そのため、リンピラ盗賊団の名前を聞けば、震え上がる者も多いという。
「街の自警団や冒険者はどうしてんだ? あいつらのような存在を取り締まるために、いるんだろ?」
「うむ……耳が痛い話だな。すまない」
「どうして、爺ちゃんが謝るんだ」
「ヤツらを検挙出来ないのには、二つ理由がある」
俺の質問を無視して、老人はさらに続ける。
「まず一つ、ヤツらは武装している。生半可な実力を持った者では、返り討ちにされてしまうだろう。
そしてもう一つ、ヤツらはアジトを転々とし、居処をなかなか掴めずにいるんじゃ。そのせいで自警団も冒険者も、手をこまねいている」
やっぱり……か。
老人に説明してもらったものの、俺の知識と完全に一致していた。
全てが計算通りで、鼻息の一つでも歌いたくなったほどだ。
「そうか、ありがとう」
「……まさかだが、リンピラ盗賊団と事を構えるつもりではないな?」
「察しがいいな。

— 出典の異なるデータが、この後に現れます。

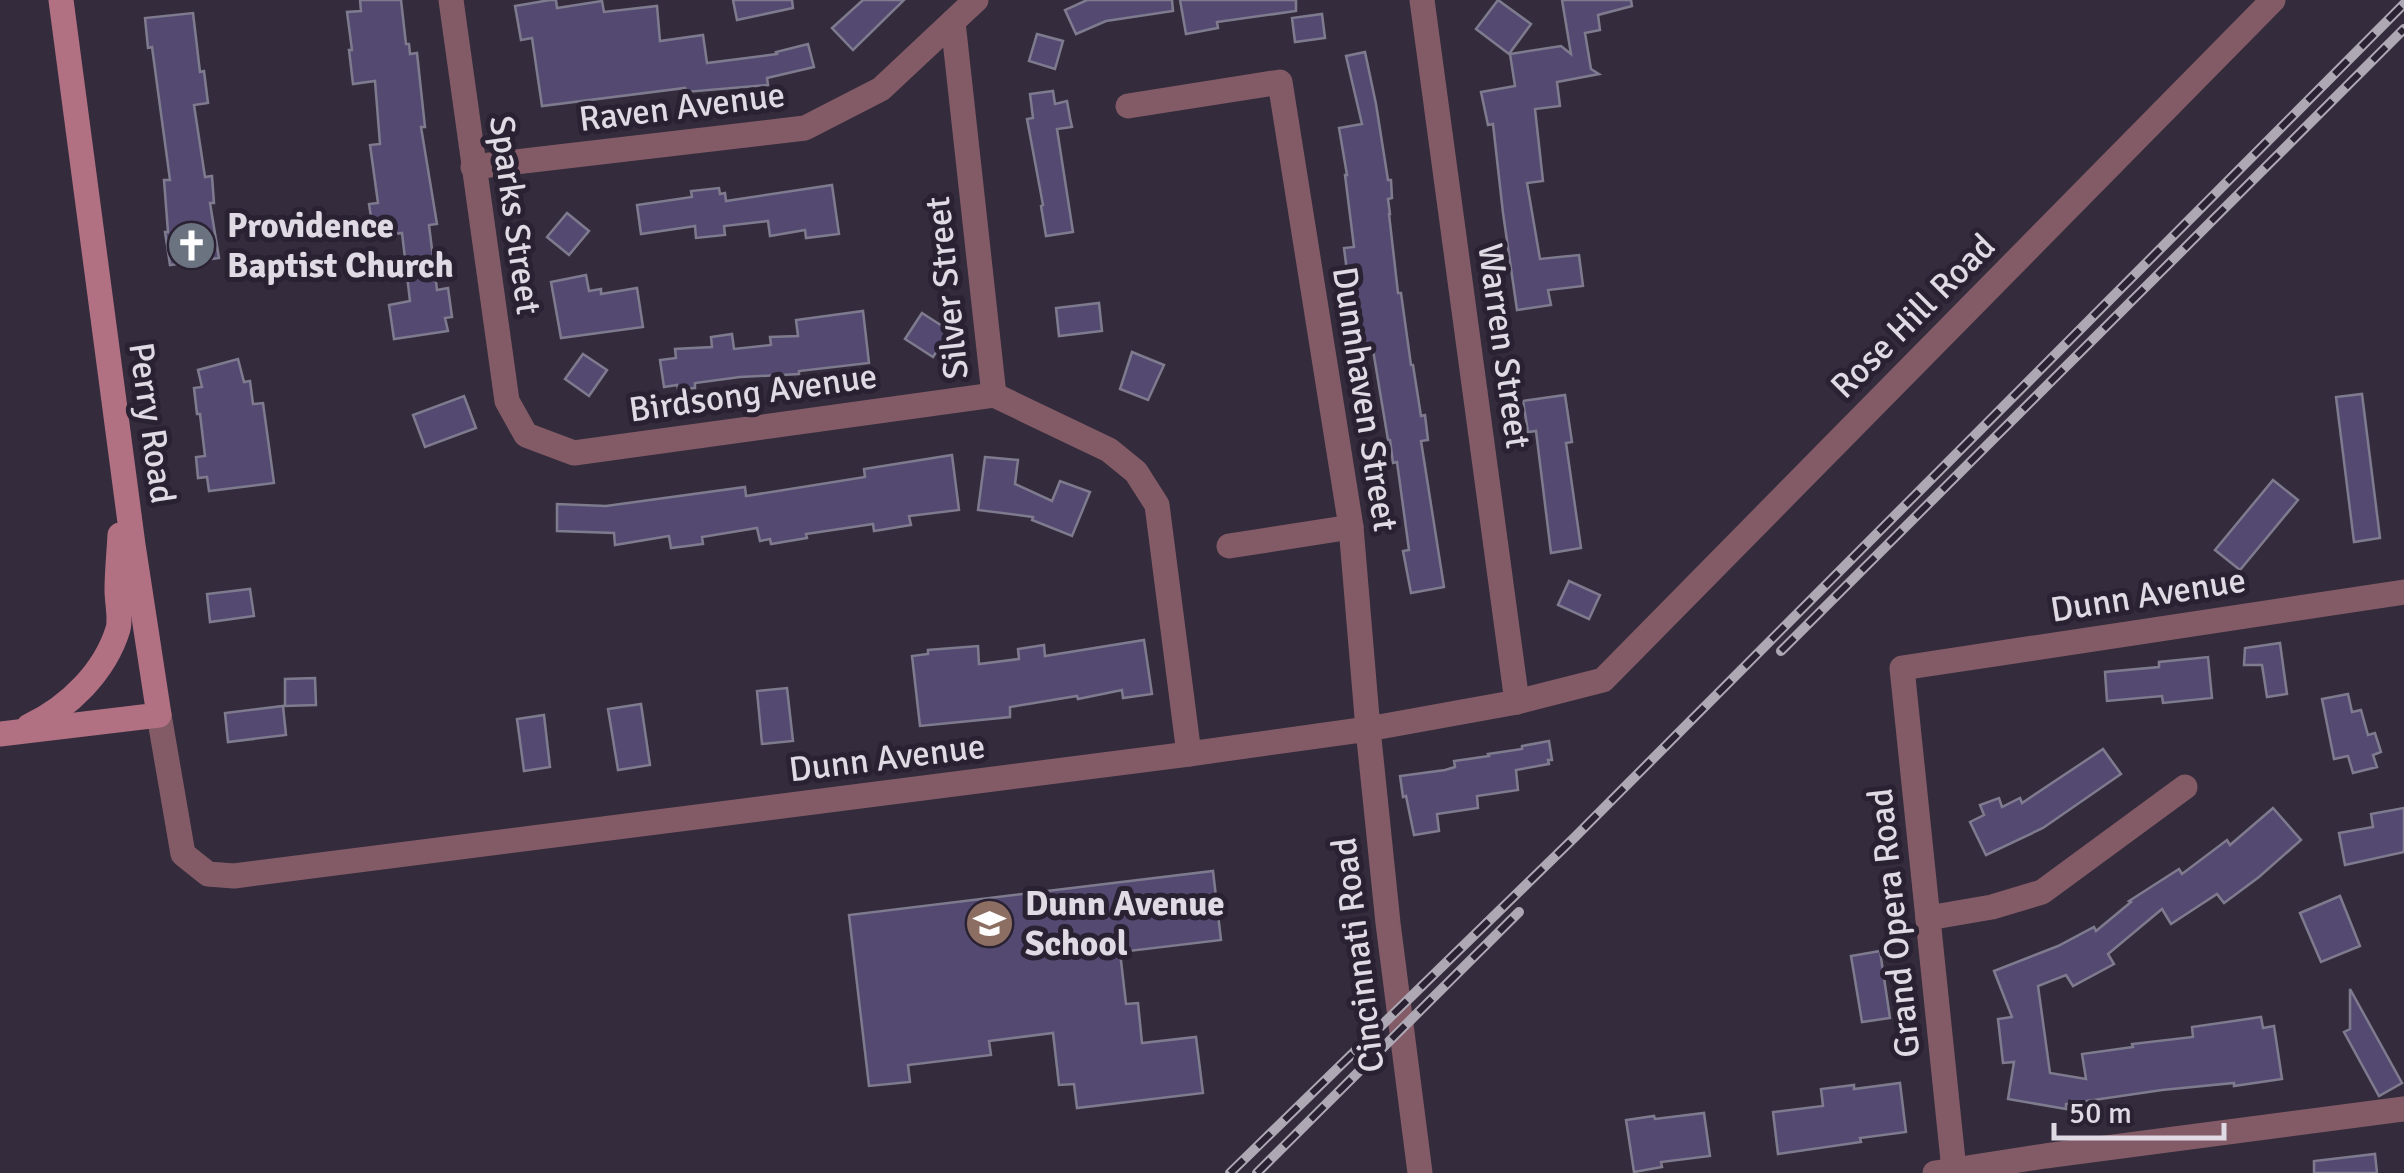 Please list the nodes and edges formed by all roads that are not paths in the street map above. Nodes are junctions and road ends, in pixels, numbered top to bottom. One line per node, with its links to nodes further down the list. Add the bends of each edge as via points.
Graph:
1 (61, 0): 11 (main road, Perry Road)
2 (451, 0): 8 (street, Sparks Street)
3 (976, 0): 6 (street, Raven Avenue)
4 (1422, 0): 17 (street, Warren Street)
5 (2273, 0): 16 (street, Rose Hill Road)
6 (954, 22): 8 (street, Raven Avenue, via 881,89 805,128); 9 (street, Silver Street)
7 (1128, 106): 12 (street, Dunnhaven Street, via 1280,82)
8 (472, 167): 10 (street, Sparks Street, via 507,400)
9 (994, 395): 10 (street, Birdsong Avenue, via 574,453); 21 (street, Silver Street, via 1109,450 1136,472 1156,504)
10 (526, 435)
11 (124, 476): 18 (main road, Perry Road); 20 (main road, via 119,626 102,666 48,718)
12 (1350, 527): 13 (street); 19 (street, Dunnhaven Street)
13 (1229, 546)
14 (2404, 592): 15 (street, Dunn Avenue)
15 (1902, 668): 24 (street, Grand Opera Road)
16 (1603, 680): 17 (street, Dunn Avenue)
17 (1517, 702): 19 (street, Dunn Avenue)
18 (159, 715): 20 (main road); 23 (street, Perry Road)
19 (1368, 728): 21 (street, Dunn Avenue); 28 (street, Cincinnati Road)
20 (8, 733)
21 (1189, 754): 23 (street, Dunn Avenue, via 234,876 208,874)
22 (2185, 787): 24 (street, via 2042,892)
23 (183, 854)
24 (1928, 918): 27 (street, Grand Opera Road)
25 (2404, 1109): 26 (street)
26 (2046, 1164): 27 (street)
27 (1945, 1172)
28 (1420, 1173)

正解だ。俺があいつらを潰してやる」
「なっ──!」
俺の答えに、老人は慌て出す。
「悪いことは言わん! 君がいくら強くても、ヤツらには敵わん! それに、どうやってヤツらのアジトを突き止めるつもりじゃ!?」
「それについては考えがあるもんでね」
と言って、俺は手のひらの上でポンポンと
それは先ほど、リンピラ盗賊団の二人と戦っている最中、どさくさに紛れて奪った、彼らのアクセサリーだった。
自分自身の破滅とか抜きにしても、あのような輩に手を抜いていやる趣味はない。
なのにどうして、俺がわざわざヤツらを逃したと思う?
ヤツら──リンピラ盗賊団のアジトを突き止めるためだ。
「あんな下っ端、いくら懲らしめても盗賊団を潰したことにはならん。徹底的にやってやる」
そう言って、俺は悪者っぽく笑った。